*** Given data ***

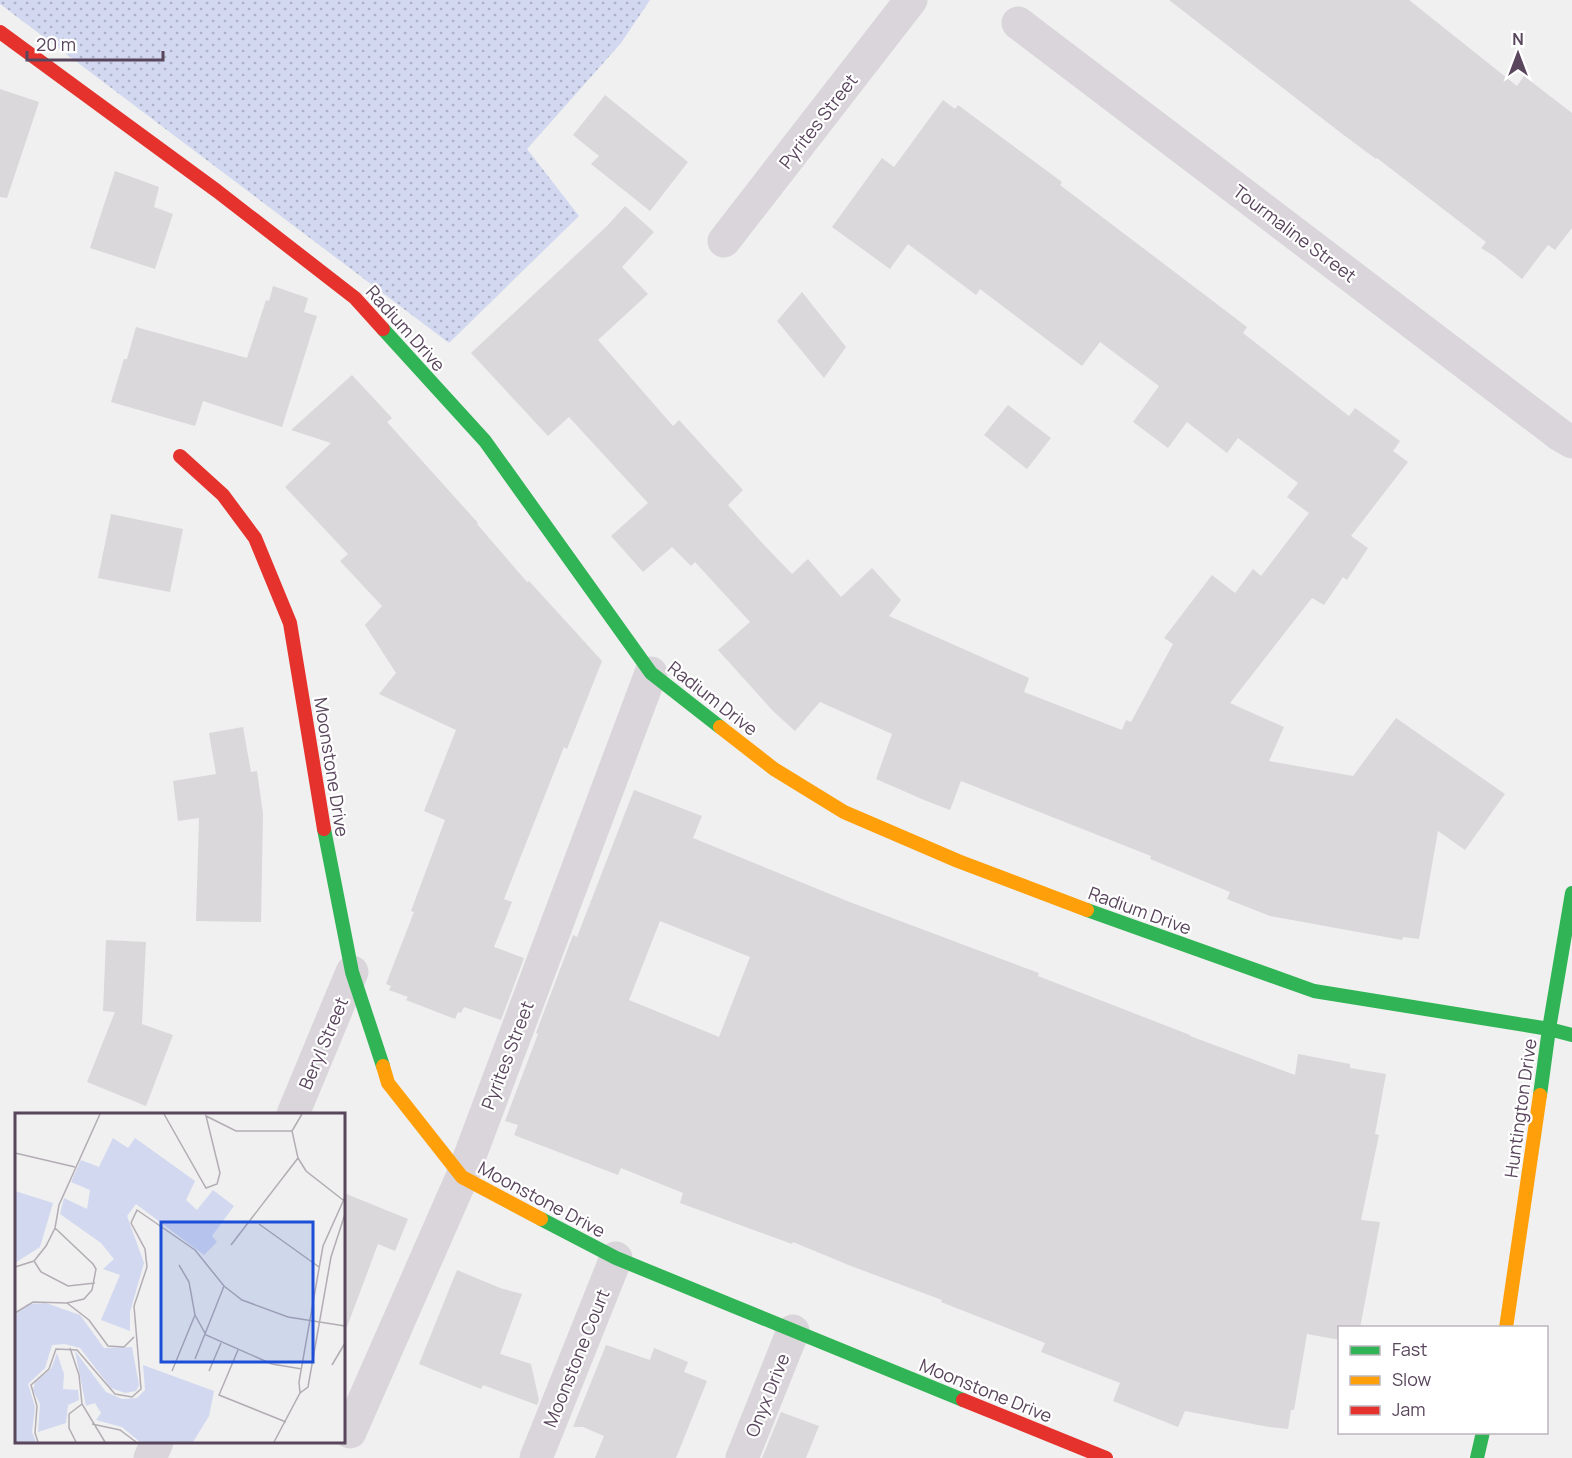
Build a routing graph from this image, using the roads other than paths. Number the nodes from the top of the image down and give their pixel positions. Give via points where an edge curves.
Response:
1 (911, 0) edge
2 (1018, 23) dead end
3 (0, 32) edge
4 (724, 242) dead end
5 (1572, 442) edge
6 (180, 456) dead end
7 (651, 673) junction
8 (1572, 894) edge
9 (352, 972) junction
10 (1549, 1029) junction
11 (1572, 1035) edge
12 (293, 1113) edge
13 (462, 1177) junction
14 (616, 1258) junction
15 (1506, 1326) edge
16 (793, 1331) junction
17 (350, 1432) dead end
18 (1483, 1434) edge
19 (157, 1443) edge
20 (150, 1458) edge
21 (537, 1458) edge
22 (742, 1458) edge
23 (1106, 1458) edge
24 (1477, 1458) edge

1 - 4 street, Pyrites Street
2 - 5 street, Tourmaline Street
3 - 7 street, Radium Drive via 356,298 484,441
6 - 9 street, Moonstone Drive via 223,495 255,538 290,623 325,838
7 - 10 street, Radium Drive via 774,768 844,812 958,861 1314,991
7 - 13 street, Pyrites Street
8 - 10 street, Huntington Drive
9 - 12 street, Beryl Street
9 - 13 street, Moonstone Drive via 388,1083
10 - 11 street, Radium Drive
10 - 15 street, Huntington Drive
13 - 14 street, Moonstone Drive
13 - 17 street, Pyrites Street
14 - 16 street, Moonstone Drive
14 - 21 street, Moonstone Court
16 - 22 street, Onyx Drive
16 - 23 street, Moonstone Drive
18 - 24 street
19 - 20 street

***

▶ [Brief]
Images are to be omitted; repeat the remaining data above exactly.

▶ [Solution]
Build a routing graph from this image, using the roads other than paths. Number the nodes from the top of the image down and give their pixel positions. Give via points where an edge curves.
Response:
1 (911, 0) edge
2 (1018, 23) dead end
3 (0, 32) edge
4 (724, 242) dead end
5 (1572, 442) edge
6 (180, 456) dead end
7 (651, 673) junction
8 (1572, 894) edge
9 (352, 972) junction
10 (1549, 1029) junction
11 (1572, 1035) edge
12 (293, 1113) edge
13 (462, 1177) junction
14 (616, 1258) junction
15 (1506, 1326) edge
16 (793, 1331) junction
17 (350, 1432) dead end
18 (1483, 1434) edge
19 (157, 1443) edge
20 (150, 1458) edge
21 (537, 1458) edge
22 (742, 1458) edge
23 (1106, 1458) edge
24 (1477, 1458) edge

1 - 4 street, Pyrites Street
2 - 5 street, Tourmaline Street
3 - 7 street, Radium Drive via 356,298 484,441
6 - 9 street, Moonstone Drive via 223,495 255,538 290,623 325,838
7 - 10 street, Radium Drive via 774,768 844,812 958,861 1314,991
7 - 13 street, Pyrites Street
8 - 10 street, Huntington Drive
9 - 12 street, Beryl Street
9 - 13 street, Moonstone Drive via 388,1083
10 - 11 street, Radium Drive
10 - 15 street, Huntington Drive
13 - 14 street, Moonstone Drive
13 - 17 street, Pyrites Street
14 - 16 street, Moonstone Drive
14 - 21 street, Moonstone Court
16 - 22 street, Onyx Drive
16 - 23 street, Moonstone Drive
18 - 24 street
19 - 20 street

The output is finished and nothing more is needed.